─── SUPPLIED ENTRIES ───

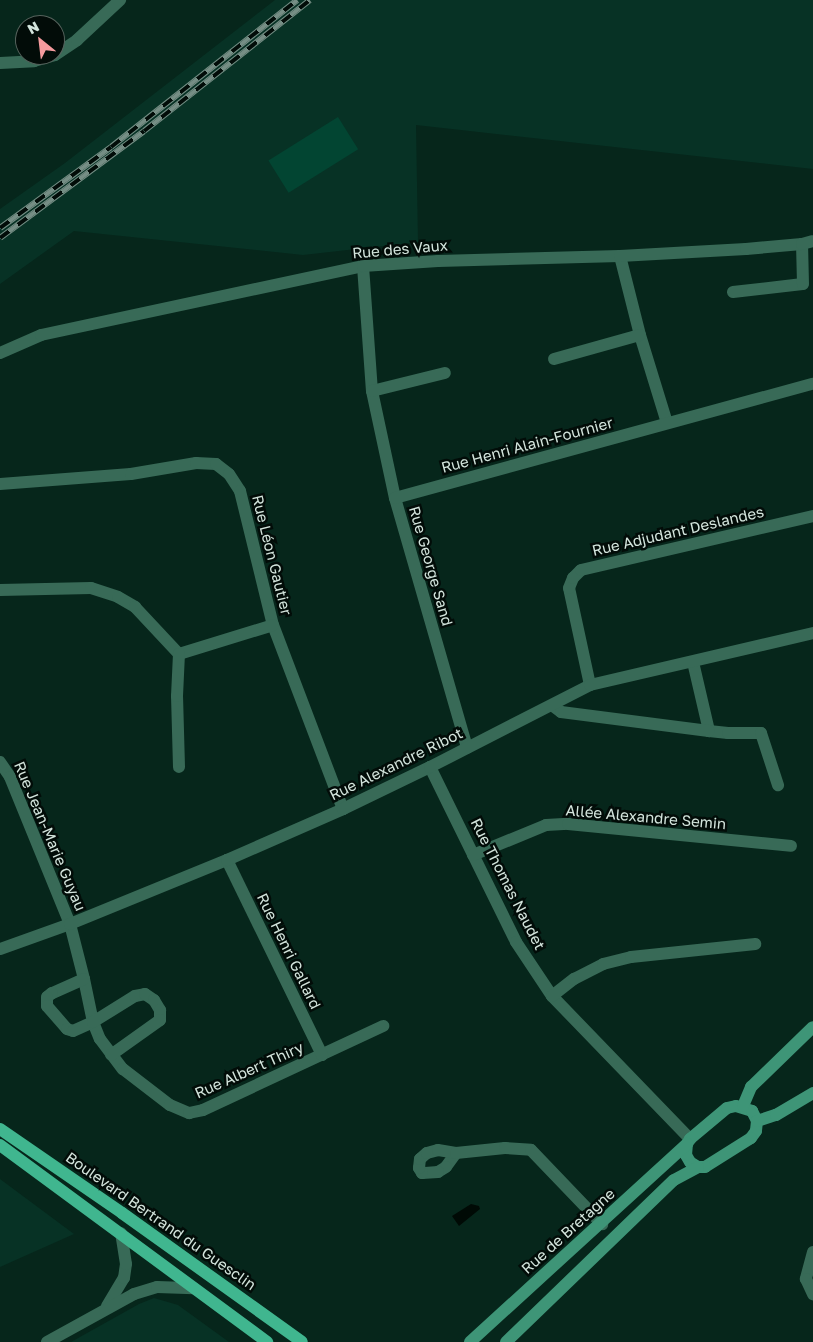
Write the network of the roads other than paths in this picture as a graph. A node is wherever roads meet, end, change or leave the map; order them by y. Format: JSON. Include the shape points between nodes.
{"nodes":[{"id":1,"x":120,"y":0,"type":"edge"},
{"id":2,"x":65,"y":48,"type":"edge"},
{"id":3,"x":15,"y":62,"type":"edge"},
{"id":4,"x":0,"y":63,"type":"edge"},
{"id":5,"x":808,"y":243,"type":"edge"},
{"id":6,"x":620,"y":256,"type":"junction"},
{"id":7,"x":364,"y":266,"type":"junction"},
{"id":8,"x":733,"y":292,"type":"dead end"},
{"id":9,"x":640,"y":335,"type":"junction"},
{"id":10,"x":0,"y":353,"type":"edge"},
{"id":11,"x":554,"y":359,"type":"dead end"},
{"id":12,"x":445,"y":373,"type":"dead end"},
{"id":13,"x":813,"y":384,"type":"edge"},
{"id":14,"x":372,"y":391,"type":"junction"},
{"id":15,"x":667,"y":423,"type":"junction"},
{"id":16,"x":0,"y":484,"type":"edge"},
{"id":17,"x":395,"y":498,"type":"junction"},
{"id":18,"x":813,"y":516,"type":"edge"},
{"id":19,"x":0,"y":590,"type":"edge"},
{"id":20,"x":273,"y":625,"type":"junction"},
{"id":21,"x":813,"y":633,"type":"edge"},
{"id":22,"x":179,"y":654,"type":"junction"},
{"id":23,"x":693,"y":662,"type":"junction"},
{"id":24,"x":590,"y":685,"type":"junction"},
{"id":25,"x":553,"y":706,"type":"junction"},
{"id":26,"x":709,"y":731,"type":"junction"},
{"id":27,"x":467,"y":748,"type":"junction"},
{"id":28,"x":0,"y":762,"type":"edge"},
{"id":29,"x":179,"y":767,"type":"dead end"},
{"id":30,"x":430,"y":768,"type":"junction"},
{"id":31,"x":778,"y":785,"type":"dead end"},
{"id":32,"x":343,"y":809,"type":"junction"},
{"id":33,"x":792,"y":846,"type":"dead end"},
{"id":34,"x":473,"y":855,"type":"junction"},
{"id":35,"x":227,"y":860,"type":"junction"},
{"id":36,"x":70,"y":924,"type":"junction"},
{"id":37,"x":755,"y":944,"type":"dead end"},
{"id":38,"x":0,"y":949,"type":"edge"},
{"id":39,"x":84,"y":980,"type":"junction"},
{"id":40,"x":552,"y":996,"type":"junction"},
{"id":41,"x":92,"y":1022,"type":"junction"},
{"id":42,"x":383,"y":1026,"type":"dead end"},
{"id":43,"x":813,"y":1027,"type":"edge"},
{"id":44,"x":111,"y":1055,"type":"junction"},
{"id":45,"x":322,"y":1056,"type":"junction"},
{"id":46,"x":813,"y":1093,"type":"edge"},
{"id":47,"x":743,"y":1106,"type":"junction"},
{"id":48,"x":757,"y":1121,"type":"junction"},
{"id":49,"x":0,"y":1129,"type":"edge"},
{"id":50,"x":689,"y":1142,"type":"junction"},
{"id":51,"x":0,"y":1145,"type":"edge"},
{"id":52,"x":456,"y":1153,"type":"dead end"},
{"id":53,"x":698,"y":1167,"type":"junction"},
{"id":54,"x":602,"y":1224,"type":"junction"},
{"id":55,"x":121,"y":1233,"type":"junction"},
{"id":56,"x":813,"y":1252,"type":"edge"},
{"id":57,"x":194,"y":1288,"type":"junction"},
{"id":58,"x":813,"y":1294,"type":"edge"},
{"id":59,"x":107,"y":1307,"type":"junction"},
{"id":60,"x":47,"y":1342,"type":"edge"},
{"id":61,"x":267,"y":1342,"type":"edge"},
{"id":62,"x":302,"y":1342,"type":"edge"},
{"id":63,"x":470,"y":1342,"type":"edge"},
{"id":64,"x":506,"y":1342,"type":"edge"}],
"edges":[{"from":1,"to":2,"type":"street"},
{"from":3,"to":4,"type":"street"},
{"from":5,"to":6,"type":"street","name":"Rue des Vaux"},
{"from":5,"to":8,"type":"street","via":[[803,284]]},
{"from":6,"to":7,"type":"street","name":"Rue des Vaux"},
{"from":6,"to":9,"type":"street"},
{"from":7,"to":10,"type":"street","name":"Rue des Vaux","via":[[41,335]]},
{"from":7,"to":14,"type":"street","name":"Rue George Sand"},
{"from":9,"to":11,"type":"street"},
{"from":9,"to":15,"type":"street"},
{"from":12,"to":14,"type":"street"},
{"from":13,"to":15,"type":"street","name":"Rue Henri Alain-Fournier"},
{"from":14,"to":17,"type":"street","name":"Rue George Sand"},
{"from":15,"to":17,"type":"street","name":"Rue Henri Alain-Fournier"},
{"from":16,"to":20,"type":"street","name":"Rue Léon Gautier","via":[[131,474],[196,463],[216,464],[229,474],[240,491]]},
{"from":17,"to":27,"type":"street","name":"Rue George Sand"},
{"from":18,"to":24,"type":"street","name":"Rue Adjudant Deslandes","via":[[582,570],[573,578],[569,588]]},
{"from":19,"to":22,"type":"street","via":[[91,588],[118,597],[135,607]]},
{"from":20,"to":22,"type":"street"},
{"from":20,"to":32,"type":"street","name":"Rue Léon Gautier"},
{"from":21,"to":23,"type":"street","name":"Rue Alexandre Ribot"},
{"from":22,"to":29,"type":"street"},
{"from":23,"to":24,"type":"street","name":"Rue Alexandre Ribot"},
{"from":23,"to":26,"type":"street"},
{"from":24,"to":25,"type":"street","name":"Rue Alexandre Ribot"},
{"from":25,"to":26,"type":"street","via":[[561,712]]},
{"from":25,"to":27,"type":"street","name":"Rue Alexandre Ribot"},
{"from":26,"to":31,"type":"street","via":[[760,733]]},
{"from":27,"to":30,"type":"street","name":"Rue Alexandre Ribot"},
{"from":28,"to":36,"type":"street","name":"Rue Jean-Marie Guyau","via":[[10,777]]},
{"from":30,"to":32,"type":"street","name":"Rue Alexandre Ribot"},
{"from":30,"to":34,"type":"street","name":"Rue Thomas Naudet"},
{"from":32,"to":35,"type":"street","name":"Rue Alexandre Ribot"},
{"from":33,"to":34,"type":"street","name":"Allée Alexandre Semin","via":[[568,824],[546,825]]},
{"from":34,"to":40,"type":"street","name":"Rue Thomas Naudet","via":[[516,942]]},
{"from":35,"to":36,"type":"street","name":"Rue Alexandre Ribot"},
{"from":35,"to":45,"type":"street","name":"Rue Henri Gallard"},
{"from":36,"to":38,"type":"street","name":"Rue Alexandre Ribot"},
{"from":36,"to":39,"type":"street","name":"Rue Albert Thiry"},
{"from":37,"to":40,"type":"street","via":[[631,957],[603,964],[574,979]]},
{"from":39,"to":41,"type":"street","name":"Rue Albert Thiry"},
{"from":39,"to":41,"type":"street","via":[[52,993],[47,997],[47,1006],[67,1029],[73,1031]]},
{"from":40,"to":50,"type":"street","name":"Rue Thomas Naudet"},
{"from":41,"to":44,"type":"street","name":"Rue Albert Thiry"},
{"from":41,"to":44,"type":"street","via":[[145,994],[160,1010],[160,1020]]},
{"from":42,"to":45,"type":"street","name":"Rue Albert Thiry"},
{"from":43,"to":47,"type":"main road","via":[[751,1087]]},
{"from":44,"to":45,"type":"street","name":"Rue Albert Thiry","via":[[170,1105],[189,1113],[203,1110]]},
{"from":46,"to":48,"type":"main road","via":[[776,1115]]},
{"from":47,"to":48,"type":"main road","via":[[752,1111]]},
{"from":47,"to":50,"type":"main road","name":"Rue de Bretagne","via":[[727,1108]]},
{"from":48,"to":53,"type":"main road","via":[[751,1138],[705,1167]]},
{"from":49,"to":62,"type":"main road","name":"Boulevard Bertrand du Guesclin"},
{"from":50,"to":53,"type":"main road","via":[[686,1155]]},
{"from":50,"to":54,"type":"main road","name":"Rue de Bretagne"},
{"from":51,"to":55,"type":"main road","name":"Boulevard Bertrand du Guesclin"},
{"from":52,"to":54,"type":"street","via":[[505,1148],[531,1150]]},
{"from":53,"to":64,"type":"main road","via":[[674,1180]]},
{"from":54,"to":63,"type":"main road","name":"Rue de Bretagne"},
{"from":55,"to":57,"type":"main road","name":"Boulevard Bertrand du Guesclin"},
{"from":55,"to":59,"type":"street","via":[[126,1264],[124,1278]]},
{"from":56,"to":58,"type":"street","via":[[806,1279]]},
{"from":57,"to":59,"type":"street","via":[[147,1289]]},
{"from":57,"to":61,"type":"main road","name":"Boulevard Bertrand du Guesclin"},
{"from":59,"to":60,"type":"street"}]}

───

• _TRY IT_
Each line above with the string "Gautier" in it should be located and copied.

• _SOLUTION_
{"from":16,"to":20,"type":"street","name":"Rue Léon Gautier","via":[[131,474],[196,463],[216,464],[229,474],[240,491]]},
{"from":20,"to":32,"type":"street","name":"Rue Léon Gautier"},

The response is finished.